Dulu, bagi Risma, siswi SMP di Desa Pangkabinanga , ikut kelas daring hanyalah angan. Sinyal sering putus, video call terhenti di tengah pelajaran. Namun kini, berkat peningkatan jaringan IOH, Risma bisa belajar lewat platform online tanpa hambatan. “Kalau dulu saya harus jalan sampai ke bukit biar bisa ikut Zoom, sekarang bisa langsung dari rumah. Nilai saya juga jadi lebih bagus,” tuturnya sambil tersenyum Selasa (11/11)
Cerita serupa datang dari Darmawan, pelaku UMKM yang menjual keripik pisang khas Gowa. Sejak koneksi internet di desanya membaik, ia mulai memasarkan produknya lewat media sosial dan marketplace. “Sekarang pesanan datang bukan cuma dari Makassar, tapi juga dari luar Sulawesi. Omzet naik hampir dua kali lipat,” ujarnya bangga.
ADVERTISEMENT

SCROLL TO RESUME CONTENT
Sementara bagi Andi Rahman, seorang kurir ojek daring, sinyal yang stabil berarti waktu dan penghasilan yang lebih pasti. “Dulu GPS sering error, susah cari alamat pelanggan. Sekarang lancar, orderan juga makin banyak,” katanya.

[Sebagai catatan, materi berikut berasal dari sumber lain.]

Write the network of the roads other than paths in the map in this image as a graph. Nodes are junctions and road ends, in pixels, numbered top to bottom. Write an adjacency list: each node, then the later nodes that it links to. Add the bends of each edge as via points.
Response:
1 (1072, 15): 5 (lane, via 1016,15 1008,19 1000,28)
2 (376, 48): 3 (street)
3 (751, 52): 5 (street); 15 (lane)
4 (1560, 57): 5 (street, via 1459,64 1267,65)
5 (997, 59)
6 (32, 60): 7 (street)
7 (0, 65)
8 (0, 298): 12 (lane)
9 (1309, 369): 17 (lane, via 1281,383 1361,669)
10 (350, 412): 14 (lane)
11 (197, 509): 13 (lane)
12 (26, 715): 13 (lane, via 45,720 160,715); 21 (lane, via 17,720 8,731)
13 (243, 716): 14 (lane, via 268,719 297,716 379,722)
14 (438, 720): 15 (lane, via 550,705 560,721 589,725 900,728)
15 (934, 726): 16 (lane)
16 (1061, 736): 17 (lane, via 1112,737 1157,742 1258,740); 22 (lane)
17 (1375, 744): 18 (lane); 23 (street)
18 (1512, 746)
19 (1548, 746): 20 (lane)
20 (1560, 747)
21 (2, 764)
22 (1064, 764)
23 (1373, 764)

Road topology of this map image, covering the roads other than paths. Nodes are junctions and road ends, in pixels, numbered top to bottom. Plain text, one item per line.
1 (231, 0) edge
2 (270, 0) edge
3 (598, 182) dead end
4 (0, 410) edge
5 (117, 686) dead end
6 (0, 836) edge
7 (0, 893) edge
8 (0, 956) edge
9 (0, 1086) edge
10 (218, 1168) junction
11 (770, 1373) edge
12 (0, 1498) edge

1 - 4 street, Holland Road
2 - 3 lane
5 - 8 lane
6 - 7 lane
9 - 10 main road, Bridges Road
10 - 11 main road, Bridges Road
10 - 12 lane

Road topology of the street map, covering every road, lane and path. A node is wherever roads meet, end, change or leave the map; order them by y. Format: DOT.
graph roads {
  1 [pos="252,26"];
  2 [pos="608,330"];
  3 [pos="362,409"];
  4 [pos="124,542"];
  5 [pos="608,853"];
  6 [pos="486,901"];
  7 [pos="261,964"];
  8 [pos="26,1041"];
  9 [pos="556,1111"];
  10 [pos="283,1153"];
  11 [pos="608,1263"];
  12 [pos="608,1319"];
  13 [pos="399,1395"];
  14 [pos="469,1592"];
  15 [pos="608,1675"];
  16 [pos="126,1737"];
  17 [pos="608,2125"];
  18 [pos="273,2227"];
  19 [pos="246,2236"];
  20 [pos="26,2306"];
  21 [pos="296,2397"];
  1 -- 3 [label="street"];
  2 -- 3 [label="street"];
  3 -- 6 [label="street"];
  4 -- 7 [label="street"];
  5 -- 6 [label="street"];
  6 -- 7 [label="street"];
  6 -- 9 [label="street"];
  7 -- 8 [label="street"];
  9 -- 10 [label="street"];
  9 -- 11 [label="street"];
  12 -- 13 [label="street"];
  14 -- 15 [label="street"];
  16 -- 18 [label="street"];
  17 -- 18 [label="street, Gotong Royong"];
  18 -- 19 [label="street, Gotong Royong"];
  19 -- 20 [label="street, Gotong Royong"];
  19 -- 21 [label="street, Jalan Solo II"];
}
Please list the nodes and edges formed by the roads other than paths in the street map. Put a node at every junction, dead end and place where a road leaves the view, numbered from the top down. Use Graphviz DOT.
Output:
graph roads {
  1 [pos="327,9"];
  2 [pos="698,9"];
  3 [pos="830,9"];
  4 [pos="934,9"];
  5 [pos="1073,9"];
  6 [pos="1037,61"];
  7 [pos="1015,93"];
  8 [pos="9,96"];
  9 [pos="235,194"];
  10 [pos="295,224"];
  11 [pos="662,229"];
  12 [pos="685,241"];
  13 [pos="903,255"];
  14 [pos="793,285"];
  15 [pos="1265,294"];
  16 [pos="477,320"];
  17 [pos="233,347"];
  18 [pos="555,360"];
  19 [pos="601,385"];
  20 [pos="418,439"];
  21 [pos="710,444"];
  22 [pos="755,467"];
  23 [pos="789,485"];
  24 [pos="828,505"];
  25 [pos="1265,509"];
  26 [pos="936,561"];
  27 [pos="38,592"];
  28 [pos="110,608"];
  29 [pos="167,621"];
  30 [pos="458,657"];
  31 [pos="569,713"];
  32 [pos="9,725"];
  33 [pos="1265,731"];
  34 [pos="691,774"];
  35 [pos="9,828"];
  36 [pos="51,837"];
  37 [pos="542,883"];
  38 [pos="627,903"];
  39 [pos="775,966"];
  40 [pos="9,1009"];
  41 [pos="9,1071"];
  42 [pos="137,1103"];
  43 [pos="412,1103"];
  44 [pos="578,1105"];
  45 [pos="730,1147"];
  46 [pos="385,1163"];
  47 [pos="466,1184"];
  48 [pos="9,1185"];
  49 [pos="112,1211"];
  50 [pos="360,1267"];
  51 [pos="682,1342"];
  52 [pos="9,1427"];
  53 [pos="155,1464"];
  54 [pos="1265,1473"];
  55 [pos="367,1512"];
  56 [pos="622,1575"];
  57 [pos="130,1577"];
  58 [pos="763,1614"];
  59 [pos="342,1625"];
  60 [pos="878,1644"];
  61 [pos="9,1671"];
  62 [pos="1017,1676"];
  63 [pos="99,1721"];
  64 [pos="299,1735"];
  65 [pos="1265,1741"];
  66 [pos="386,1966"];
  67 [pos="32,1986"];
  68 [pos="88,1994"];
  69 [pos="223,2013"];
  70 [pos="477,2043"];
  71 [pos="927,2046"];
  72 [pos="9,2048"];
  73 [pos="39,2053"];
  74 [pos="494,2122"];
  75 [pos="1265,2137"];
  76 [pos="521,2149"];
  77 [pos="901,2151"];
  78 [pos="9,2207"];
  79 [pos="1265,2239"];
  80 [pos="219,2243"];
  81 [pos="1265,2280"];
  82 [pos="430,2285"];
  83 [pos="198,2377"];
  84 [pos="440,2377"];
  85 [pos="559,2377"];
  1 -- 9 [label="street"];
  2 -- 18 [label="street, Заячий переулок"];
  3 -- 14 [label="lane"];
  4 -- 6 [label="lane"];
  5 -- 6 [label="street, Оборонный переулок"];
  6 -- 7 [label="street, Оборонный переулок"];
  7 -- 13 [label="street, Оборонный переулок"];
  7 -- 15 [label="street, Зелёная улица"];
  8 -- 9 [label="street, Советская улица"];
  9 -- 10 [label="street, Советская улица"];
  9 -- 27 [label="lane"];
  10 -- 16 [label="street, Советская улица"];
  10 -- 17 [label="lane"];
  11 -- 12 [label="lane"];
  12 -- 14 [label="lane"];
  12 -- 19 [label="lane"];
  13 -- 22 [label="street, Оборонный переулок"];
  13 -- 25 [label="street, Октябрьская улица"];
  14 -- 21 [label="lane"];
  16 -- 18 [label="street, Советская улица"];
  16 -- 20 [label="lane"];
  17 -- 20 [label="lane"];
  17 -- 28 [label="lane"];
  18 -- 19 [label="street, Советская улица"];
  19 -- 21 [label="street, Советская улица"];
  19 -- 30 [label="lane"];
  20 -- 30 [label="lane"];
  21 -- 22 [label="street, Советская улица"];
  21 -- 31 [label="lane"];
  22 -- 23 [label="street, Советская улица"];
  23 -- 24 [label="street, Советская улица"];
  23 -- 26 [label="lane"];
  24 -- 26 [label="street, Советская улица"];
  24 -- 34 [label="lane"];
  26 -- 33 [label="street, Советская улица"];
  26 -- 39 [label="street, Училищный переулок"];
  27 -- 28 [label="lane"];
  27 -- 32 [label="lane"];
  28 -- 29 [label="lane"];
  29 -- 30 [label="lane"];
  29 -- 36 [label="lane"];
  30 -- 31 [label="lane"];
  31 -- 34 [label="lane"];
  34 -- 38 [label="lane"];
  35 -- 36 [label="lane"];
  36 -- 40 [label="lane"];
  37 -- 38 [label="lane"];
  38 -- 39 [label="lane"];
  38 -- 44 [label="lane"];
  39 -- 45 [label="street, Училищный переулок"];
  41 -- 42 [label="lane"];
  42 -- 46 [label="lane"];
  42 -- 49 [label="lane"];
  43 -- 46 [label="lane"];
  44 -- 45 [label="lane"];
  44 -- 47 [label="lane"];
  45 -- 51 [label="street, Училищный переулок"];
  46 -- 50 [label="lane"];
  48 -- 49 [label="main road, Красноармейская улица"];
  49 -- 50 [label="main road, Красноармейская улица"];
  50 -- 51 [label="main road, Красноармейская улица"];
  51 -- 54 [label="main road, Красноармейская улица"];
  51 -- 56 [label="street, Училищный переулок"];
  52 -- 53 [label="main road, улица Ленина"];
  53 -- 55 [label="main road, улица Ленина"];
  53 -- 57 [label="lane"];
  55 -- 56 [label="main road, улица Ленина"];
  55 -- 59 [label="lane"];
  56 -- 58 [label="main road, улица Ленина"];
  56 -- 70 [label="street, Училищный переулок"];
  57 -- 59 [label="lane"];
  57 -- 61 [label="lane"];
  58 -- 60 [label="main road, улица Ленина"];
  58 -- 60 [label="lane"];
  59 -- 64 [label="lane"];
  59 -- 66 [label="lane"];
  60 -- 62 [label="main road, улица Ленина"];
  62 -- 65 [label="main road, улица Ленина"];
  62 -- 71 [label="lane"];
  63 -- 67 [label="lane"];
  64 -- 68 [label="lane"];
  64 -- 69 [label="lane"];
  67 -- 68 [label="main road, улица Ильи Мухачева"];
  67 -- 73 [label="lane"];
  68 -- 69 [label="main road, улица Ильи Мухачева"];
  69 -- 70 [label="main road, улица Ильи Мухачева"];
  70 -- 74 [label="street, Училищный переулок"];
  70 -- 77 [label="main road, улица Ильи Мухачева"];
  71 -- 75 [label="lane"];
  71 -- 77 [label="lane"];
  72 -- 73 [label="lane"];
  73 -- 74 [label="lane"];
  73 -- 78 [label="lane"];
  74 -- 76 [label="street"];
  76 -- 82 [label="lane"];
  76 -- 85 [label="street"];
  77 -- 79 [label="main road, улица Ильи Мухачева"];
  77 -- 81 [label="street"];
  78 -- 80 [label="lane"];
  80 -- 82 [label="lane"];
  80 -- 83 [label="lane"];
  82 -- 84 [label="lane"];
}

Kisah mereka menjadi bukti nyata bagaimana konektivitas bisa mengubah hidup. Melalui program perluasan jaringan hingga pelosok, IOH berkomitmen menghadirkan pemerataan akses digital untuk semua lapisan masyarakat.
Swandy Tjia, EVP Head of Circle Kalisumapa Indosat Ooredoo Hutchison, mengatakan bahwa kehadiran jaringan kuat di wilayah timur Indonesia bukan sekadar soal teknologi, tapi tentang membuka peluang.
“Kami ingin memastikan masyarakat dari kota hingga pelosok bisa menikmati manfaat digitalisasi. Akses internet bukan lagi kemewahan, tapi kebutuhan dasar untuk belajar, bekerja, dan berusaha,” jelas Swandy.
Inisiatif IOH untuk memperluas jangkauan jaringan tidak hanya memperkuat konektivitas, tetapi juga menghadirkan harapan baru bagi masyarakat di pinggiran kota — bahwa masa depan digital kini bisa diraih dari mana saja, bahkan dari dusun kecil di kaki gunung. (*)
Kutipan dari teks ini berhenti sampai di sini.